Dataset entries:
※ ※ ※

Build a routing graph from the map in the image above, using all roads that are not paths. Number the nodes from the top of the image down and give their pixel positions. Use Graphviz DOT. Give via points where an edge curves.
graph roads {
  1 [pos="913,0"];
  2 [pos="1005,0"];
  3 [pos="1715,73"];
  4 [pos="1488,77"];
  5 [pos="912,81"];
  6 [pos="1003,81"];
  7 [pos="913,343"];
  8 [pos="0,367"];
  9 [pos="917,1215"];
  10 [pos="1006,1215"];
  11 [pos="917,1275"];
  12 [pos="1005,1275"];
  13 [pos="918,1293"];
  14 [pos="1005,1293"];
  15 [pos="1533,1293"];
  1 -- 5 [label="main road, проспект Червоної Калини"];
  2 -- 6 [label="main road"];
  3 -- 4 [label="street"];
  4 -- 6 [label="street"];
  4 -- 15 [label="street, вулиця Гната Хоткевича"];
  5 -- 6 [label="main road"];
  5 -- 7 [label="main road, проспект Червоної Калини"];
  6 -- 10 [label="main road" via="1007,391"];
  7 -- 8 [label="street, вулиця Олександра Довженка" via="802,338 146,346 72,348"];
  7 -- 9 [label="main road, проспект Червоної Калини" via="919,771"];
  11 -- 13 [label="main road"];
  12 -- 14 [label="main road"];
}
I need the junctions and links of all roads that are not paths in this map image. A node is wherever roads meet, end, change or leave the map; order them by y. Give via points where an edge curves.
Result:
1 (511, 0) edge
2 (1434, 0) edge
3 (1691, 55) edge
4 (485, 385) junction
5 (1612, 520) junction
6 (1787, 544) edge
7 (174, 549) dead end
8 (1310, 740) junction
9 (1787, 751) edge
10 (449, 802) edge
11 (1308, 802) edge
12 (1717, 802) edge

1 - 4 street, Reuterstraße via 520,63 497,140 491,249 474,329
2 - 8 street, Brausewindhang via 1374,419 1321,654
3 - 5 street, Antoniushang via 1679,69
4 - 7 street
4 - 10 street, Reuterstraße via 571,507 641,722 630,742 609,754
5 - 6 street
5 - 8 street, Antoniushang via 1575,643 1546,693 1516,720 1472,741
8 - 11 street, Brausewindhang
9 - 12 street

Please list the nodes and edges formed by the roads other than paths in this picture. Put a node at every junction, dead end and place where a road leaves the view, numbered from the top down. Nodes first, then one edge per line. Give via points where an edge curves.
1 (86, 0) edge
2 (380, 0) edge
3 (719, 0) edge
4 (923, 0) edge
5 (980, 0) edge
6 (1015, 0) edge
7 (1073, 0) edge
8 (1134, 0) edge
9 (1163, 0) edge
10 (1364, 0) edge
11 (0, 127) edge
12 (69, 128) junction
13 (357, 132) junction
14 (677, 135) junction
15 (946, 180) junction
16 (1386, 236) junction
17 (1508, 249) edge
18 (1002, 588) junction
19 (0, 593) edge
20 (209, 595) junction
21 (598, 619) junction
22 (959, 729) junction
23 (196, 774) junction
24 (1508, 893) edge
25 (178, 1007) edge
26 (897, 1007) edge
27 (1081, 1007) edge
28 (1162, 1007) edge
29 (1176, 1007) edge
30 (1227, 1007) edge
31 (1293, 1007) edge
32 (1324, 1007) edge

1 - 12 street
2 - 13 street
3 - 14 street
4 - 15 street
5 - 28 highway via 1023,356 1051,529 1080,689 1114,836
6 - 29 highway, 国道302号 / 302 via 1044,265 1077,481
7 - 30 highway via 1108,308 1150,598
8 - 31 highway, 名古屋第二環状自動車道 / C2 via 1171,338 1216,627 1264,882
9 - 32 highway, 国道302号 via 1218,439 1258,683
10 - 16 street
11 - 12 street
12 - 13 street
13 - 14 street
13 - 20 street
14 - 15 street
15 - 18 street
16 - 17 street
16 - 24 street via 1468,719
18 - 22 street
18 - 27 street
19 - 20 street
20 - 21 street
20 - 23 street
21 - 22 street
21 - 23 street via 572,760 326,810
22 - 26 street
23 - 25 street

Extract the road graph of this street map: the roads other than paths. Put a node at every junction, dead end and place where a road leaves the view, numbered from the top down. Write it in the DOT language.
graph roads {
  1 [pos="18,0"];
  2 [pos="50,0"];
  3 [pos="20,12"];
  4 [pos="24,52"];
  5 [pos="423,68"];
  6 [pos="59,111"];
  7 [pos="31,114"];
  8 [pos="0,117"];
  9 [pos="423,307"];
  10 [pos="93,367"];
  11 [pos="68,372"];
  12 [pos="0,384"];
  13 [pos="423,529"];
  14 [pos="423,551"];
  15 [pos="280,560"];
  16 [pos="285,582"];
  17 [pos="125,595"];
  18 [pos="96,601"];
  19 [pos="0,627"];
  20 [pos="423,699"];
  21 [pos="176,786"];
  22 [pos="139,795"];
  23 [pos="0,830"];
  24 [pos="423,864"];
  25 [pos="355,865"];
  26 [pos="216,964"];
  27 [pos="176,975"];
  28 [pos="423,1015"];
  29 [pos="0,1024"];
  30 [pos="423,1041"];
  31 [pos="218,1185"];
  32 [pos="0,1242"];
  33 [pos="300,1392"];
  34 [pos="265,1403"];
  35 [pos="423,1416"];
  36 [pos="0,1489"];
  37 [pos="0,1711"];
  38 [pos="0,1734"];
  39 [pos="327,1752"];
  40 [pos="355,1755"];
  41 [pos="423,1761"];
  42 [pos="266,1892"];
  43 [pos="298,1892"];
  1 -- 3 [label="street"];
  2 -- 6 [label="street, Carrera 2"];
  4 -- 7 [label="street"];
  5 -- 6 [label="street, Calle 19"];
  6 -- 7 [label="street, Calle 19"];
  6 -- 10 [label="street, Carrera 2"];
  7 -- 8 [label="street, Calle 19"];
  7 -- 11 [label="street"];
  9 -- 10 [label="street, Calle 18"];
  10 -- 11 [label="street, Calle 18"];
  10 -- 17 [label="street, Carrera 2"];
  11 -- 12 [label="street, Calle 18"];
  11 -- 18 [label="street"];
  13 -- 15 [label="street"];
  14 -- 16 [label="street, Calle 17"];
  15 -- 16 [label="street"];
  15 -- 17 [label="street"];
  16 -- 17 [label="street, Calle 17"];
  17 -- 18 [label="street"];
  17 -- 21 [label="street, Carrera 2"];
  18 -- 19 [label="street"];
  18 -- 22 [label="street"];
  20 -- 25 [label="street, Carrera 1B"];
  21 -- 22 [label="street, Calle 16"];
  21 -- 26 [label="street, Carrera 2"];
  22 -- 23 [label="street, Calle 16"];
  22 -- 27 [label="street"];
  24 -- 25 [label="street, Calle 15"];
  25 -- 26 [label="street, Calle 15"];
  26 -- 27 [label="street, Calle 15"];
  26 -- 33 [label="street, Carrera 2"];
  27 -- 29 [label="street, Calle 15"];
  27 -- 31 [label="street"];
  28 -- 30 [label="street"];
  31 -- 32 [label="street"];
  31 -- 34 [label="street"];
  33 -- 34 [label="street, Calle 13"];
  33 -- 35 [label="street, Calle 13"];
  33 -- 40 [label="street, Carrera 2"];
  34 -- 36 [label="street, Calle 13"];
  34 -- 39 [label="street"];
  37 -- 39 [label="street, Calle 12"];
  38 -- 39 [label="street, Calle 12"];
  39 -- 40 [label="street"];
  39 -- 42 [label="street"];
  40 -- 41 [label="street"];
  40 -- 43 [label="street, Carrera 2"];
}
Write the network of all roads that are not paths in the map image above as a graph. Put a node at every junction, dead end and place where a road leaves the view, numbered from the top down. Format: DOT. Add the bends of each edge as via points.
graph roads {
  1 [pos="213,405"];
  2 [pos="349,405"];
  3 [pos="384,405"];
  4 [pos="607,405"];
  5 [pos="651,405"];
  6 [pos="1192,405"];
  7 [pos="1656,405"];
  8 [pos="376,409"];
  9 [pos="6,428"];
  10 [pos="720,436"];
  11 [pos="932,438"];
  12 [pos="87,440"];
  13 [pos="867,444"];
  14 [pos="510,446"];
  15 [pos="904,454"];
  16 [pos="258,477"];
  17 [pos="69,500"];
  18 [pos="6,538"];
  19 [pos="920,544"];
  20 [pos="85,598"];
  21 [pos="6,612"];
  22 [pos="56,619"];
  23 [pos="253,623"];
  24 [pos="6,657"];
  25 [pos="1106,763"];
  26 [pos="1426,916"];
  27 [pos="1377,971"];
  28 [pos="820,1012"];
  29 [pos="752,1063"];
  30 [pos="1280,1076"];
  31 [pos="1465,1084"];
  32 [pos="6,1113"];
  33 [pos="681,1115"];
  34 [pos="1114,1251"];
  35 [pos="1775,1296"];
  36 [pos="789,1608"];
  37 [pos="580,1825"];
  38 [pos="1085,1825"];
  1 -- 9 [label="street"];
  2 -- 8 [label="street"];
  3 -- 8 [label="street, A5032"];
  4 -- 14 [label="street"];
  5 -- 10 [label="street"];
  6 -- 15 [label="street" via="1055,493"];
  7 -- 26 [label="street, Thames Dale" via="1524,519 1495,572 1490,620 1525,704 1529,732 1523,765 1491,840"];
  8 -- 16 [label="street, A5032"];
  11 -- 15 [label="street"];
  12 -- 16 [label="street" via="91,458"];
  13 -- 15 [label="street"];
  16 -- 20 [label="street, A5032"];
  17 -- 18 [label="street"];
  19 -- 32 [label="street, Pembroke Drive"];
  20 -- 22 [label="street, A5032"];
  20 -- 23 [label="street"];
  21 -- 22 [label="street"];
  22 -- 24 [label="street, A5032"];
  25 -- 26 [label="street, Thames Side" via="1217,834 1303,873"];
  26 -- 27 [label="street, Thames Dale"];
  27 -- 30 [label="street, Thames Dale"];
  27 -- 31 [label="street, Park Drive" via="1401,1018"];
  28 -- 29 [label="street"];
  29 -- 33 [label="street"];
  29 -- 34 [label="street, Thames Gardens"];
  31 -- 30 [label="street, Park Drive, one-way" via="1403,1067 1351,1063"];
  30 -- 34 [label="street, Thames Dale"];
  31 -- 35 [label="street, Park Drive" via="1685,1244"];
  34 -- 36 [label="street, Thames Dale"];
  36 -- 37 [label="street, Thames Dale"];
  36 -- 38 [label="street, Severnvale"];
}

※ ※ ※

__Task objective__. The line with "I need the junctions" marks the end; reproduce exactly every line from the start of the entries up to it, that line included.

__Solved exercise__.
Build a routing graph from the map in the image above, using all roads that are not paths. Number the nodes from the top of the image down and give their pixel positions. Use Graphviz DOT. Give via points where an edge curves.
graph roads {
  1 [pos="913,0"];
  2 [pos="1005,0"];
  3 [pos="1715,73"];
  4 [pos="1488,77"];
  5 [pos="912,81"];
  6 [pos="1003,81"];
  7 [pos="913,343"];
  8 [pos="0,367"];
  9 [pos="917,1215"];
  10 [pos="1006,1215"];
  11 [pos="917,1275"];
  12 [pos="1005,1275"];
  13 [pos="918,1293"];
  14 [pos="1005,1293"];
  15 [pos="1533,1293"];
  1 -- 5 [label="main road, проспект Червоної Калини"];
  2 -- 6 [label="main road"];
  3 -- 4 [label="street"];
  4 -- 6 [label="street"];
  4 -- 15 [label="street, вулиця Гната Хоткевича"];
  5 -- 6 [label="main road"];
  5 -- 7 [label="main road, проспект Червоної Калини"];
  6 -- 10 [label="main road" via="1007,391"];
  7 -- 8 [label="street, вулиця Олександра Довженка" via="802,338 146,346 72,348"];
  7 -- 9 [label="main road, проспект Червоної Калини" via="919,771"];
  11 -- 13 [label="main road"];
  12 -- 14 [label="main road"];
}
I need the junctions and links of all roads that are not paths in this map image. A node is wherever roads meet, end, change or leave the map; order them by y. Give via points where an edge curves.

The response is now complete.